I lay on the floor and thought for a moment this morning.
I was thinking about writing weblog later in the day and how much of a response I get to the fear issues.
I have banned myself from all news and newspapers. Phew.
Actually it is not that easy. I am addicted to the rush of fear that comes, that rise in adrenalin and the feeling of insecurity and fascination at the dramas and turmoil we can all access through the media at any moment, when I look at the news. I have to stop myself sneaking a look at the BBC website to see if there are any new dramas, disasters or hideous things that will confirm my fears.
It was this aspect of myself that I was mulling over as I recovered my breath after some hard yoga for projection, self esteem and boundaries. I suddenly saw something interesting in my mind’s eye that I had not picked up on before.
I remember when the visuals for the News were blue and spacey. Avantguard graphics that told of the future and hope and forward thinking. I remember when they changed to yellow and orange and I was not so sure. Fire and drama was the energy. Now the colour is red. Blood Red. How delightful. All the colouring of the BBC news is red. I had not thought about it before.
Red is a strong and violent colour. It raises emotion and fear. It is the colour of the root chakra, the shit and the crisis of our history. How interesting that it is now the colour that hooks us into the dramas of the world.
I am on day three of no news. My digital radio is tuned to Radio 3, and I avert my eyes as I drive past the Evening Standards warped view of life. I will report how totally calm and peaceful I become. Can I stick to 40 days of no news? Can this be considered a meditation?
One day at a time….
We seem to be in the grip of a media frenzy and it feels as though no one sees it.
There are so many news channels, so many magazines, newspapers, internet sites and TV channels that need to keep on feeding our lust for fear that we, as a race, seem to have given them total control over us.
As a result we are being totally directed in our reality by them.
We are being driven towards total gloom, doom and destruction by our thirst for drama and news and I would like it to stop.
What if we had a NO NEWS week?
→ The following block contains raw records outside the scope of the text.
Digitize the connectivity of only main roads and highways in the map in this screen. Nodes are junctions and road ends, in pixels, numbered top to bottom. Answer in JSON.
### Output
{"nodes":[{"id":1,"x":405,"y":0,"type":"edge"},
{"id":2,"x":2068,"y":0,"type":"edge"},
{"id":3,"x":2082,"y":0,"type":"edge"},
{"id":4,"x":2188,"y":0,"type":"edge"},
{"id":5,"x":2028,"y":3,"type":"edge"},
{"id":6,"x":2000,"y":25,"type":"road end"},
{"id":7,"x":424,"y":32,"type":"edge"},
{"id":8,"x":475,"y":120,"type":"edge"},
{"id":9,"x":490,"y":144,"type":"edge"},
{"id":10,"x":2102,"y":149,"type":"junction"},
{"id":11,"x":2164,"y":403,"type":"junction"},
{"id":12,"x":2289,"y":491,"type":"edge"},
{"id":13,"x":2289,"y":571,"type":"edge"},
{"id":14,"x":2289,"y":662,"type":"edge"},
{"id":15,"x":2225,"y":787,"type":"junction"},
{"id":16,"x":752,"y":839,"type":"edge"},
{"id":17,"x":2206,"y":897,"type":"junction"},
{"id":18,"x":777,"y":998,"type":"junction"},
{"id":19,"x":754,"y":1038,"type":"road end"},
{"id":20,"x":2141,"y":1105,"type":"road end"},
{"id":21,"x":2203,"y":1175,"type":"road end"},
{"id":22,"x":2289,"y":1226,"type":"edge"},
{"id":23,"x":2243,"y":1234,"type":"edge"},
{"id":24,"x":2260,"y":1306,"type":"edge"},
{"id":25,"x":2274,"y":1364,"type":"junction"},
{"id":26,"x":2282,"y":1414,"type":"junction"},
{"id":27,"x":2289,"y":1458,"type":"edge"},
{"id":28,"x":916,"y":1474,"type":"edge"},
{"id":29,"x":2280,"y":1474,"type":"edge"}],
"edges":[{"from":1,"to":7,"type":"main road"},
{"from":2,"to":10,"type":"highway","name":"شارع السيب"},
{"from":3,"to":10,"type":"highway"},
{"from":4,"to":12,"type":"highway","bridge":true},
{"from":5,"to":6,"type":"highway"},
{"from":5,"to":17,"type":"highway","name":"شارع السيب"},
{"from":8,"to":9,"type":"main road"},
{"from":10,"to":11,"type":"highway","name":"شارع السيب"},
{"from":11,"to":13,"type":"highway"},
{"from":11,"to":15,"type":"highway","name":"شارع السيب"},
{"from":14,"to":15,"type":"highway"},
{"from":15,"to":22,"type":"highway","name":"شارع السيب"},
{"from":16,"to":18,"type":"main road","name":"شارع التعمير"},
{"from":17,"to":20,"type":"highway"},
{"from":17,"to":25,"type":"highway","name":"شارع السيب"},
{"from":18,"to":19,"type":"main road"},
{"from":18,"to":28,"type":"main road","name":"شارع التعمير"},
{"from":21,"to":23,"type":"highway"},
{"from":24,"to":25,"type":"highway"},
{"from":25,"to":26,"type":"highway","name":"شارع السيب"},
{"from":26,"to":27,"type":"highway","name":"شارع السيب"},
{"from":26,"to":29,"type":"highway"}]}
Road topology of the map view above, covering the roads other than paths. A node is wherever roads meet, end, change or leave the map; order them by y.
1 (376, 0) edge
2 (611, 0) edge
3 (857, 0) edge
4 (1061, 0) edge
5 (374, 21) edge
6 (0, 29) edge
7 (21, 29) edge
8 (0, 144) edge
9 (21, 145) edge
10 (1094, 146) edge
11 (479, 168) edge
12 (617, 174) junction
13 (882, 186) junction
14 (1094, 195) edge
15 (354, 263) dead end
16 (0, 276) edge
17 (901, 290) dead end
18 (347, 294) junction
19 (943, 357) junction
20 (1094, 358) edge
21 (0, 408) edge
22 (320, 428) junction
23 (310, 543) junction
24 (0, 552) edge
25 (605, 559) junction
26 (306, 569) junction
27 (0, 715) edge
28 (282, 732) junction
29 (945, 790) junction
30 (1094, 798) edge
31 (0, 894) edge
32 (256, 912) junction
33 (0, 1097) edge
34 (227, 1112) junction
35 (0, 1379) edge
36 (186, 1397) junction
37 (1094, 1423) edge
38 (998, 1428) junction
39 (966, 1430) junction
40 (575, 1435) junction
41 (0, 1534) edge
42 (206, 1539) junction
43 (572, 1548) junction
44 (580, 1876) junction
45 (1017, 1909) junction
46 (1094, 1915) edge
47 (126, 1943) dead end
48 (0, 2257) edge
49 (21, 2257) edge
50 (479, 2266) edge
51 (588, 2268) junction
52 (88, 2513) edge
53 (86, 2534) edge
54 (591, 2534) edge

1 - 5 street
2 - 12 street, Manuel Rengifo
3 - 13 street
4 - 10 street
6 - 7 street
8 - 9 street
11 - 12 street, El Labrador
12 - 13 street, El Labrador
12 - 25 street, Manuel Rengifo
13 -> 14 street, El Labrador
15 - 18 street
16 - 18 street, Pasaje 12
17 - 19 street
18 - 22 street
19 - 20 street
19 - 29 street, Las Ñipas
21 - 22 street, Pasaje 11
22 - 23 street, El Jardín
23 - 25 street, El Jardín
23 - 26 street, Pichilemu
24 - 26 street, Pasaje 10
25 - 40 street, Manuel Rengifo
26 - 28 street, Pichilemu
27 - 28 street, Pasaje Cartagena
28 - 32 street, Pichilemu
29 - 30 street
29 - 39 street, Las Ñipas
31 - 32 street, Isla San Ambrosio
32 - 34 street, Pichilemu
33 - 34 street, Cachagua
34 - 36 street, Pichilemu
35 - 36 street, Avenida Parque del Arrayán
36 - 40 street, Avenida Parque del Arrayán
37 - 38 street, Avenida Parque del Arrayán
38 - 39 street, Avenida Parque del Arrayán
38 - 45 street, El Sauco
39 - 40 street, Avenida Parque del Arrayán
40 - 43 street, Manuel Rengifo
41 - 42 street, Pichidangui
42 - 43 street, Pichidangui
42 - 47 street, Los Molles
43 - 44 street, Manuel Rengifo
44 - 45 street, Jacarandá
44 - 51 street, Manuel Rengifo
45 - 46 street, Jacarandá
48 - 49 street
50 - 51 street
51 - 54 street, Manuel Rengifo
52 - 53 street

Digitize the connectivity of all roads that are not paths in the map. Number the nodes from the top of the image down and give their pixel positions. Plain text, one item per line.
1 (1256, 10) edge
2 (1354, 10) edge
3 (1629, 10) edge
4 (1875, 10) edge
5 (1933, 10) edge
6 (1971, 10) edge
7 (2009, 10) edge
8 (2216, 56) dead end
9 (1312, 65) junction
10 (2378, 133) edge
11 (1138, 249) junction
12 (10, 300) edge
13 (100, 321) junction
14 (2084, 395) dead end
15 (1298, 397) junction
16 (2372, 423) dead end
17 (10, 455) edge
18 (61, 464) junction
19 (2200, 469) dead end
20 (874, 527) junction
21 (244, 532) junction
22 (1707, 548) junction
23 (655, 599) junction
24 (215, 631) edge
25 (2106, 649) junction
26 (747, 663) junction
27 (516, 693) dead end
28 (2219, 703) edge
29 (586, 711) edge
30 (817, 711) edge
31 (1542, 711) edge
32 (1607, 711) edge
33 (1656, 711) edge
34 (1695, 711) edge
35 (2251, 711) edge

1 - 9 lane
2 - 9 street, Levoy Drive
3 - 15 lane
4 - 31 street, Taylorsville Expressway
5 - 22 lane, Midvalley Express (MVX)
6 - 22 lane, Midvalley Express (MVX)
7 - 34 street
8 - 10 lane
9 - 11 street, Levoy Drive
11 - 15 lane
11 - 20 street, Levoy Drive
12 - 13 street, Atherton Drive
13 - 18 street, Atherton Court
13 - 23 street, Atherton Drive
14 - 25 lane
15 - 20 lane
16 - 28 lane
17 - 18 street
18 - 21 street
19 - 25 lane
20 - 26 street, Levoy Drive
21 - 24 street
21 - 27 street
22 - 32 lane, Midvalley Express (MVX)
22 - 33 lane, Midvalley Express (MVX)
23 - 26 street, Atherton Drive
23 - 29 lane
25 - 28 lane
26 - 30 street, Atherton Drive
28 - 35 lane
The idea being that for one whole week all news was unwatched, unread, unlistened to? Can you imagine how our version of life and reality would change. Notice how we are never ever threatened with no TV or radio.
Think about a week without media on all levels. What would we miss? Just that shot of adrenalin that comes as another grizzly version of some media moghuls reality is turned, by a journalist, into another hideous story for our delectation and pleasure.
We could all talk to each other, play cards and sit with the children and laugh, read books, make things. Oh, please, let’s stop being driven crazy by the media.
I found myself wishing we had no computers yesterday. The Indian experience was generally good, but trying to communicate was so hard that I gave up. Once back here and fully plugged in I found myself wishing it was all candle light and carriages. I am not really sure that we have improved our experiences with the internet technology and all that it is bringing to our lives. Personal reality seems to figure less and less. How did that happen? We know more about the other side of the world and Britney Spears than we do about our surroundings or our neighbours. We are permanently encouraged to feel anything , usually fear or extreme pleasure, other than the sweet calm of normal. But I am puzzled by how invisible the thread that binds us has become to everyone. Who is winding it? Perhaps it really is us, the masses?